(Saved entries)
BEGIN

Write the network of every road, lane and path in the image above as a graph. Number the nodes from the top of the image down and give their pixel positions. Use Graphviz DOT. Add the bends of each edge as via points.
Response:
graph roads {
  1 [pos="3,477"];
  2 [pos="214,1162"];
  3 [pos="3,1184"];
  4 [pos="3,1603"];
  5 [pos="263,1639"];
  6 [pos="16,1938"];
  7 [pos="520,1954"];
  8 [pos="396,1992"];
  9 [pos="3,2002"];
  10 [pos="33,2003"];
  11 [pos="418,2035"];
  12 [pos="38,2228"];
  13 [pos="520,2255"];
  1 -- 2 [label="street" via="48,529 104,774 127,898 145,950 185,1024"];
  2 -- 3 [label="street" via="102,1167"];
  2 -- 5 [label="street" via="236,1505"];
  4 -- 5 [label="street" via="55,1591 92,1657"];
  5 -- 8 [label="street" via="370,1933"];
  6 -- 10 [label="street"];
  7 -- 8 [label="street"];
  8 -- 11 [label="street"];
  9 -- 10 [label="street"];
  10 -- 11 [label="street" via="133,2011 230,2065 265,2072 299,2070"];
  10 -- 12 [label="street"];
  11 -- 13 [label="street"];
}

END

Return all of the entries exactly as written.

**Solved problem**
Write the network of every road, lane and path in the image above as a graph. Number the nodes from the top of the image down and give their pixel positions. Use Graphviz DOT. Add the bends of each edge as via points.
Response:
graph roads {
  1 [pos="3,477"];
  2 [pos="214,1162"];
  3 [pos="3,1184"];
  4 [pos="3,1603"];
  5 [pos="263,1639"];
  6 [pos="16,1938"];
  7 [pos="520,1954"];
  8 [pos="396,1992"];
  9 [pos="3,2002"];
  10 [pos="33,2003"];
  11 [pos="418,2035"];
  12 [pos="38,2228"];
  13 [pos="520,2255"];
  1 -- 2 [label="street" via="48,529 104,774 127,898 145,950 185,1024"];
  2 -- 3 [label="street" via="102,1167"];
  2 -- 5 [label="street" via="236,1505"];
  4 -- 5 [label="street" via="55,1591 92,1657"];
  5 -- 8 [label="street" via="370,1933"];
  6 -- 10 [label="street"];
  7 -- 8 [label="street"];
  8 -- 11 [label="street"];
  9 -- 10 [label="street"];
  10 -- 11 [label="street" via="133,2011 230,2065 265,2072 299,2070"];
  10 -- 12 [label="street"];
  11 -- 13 [label="street"];
}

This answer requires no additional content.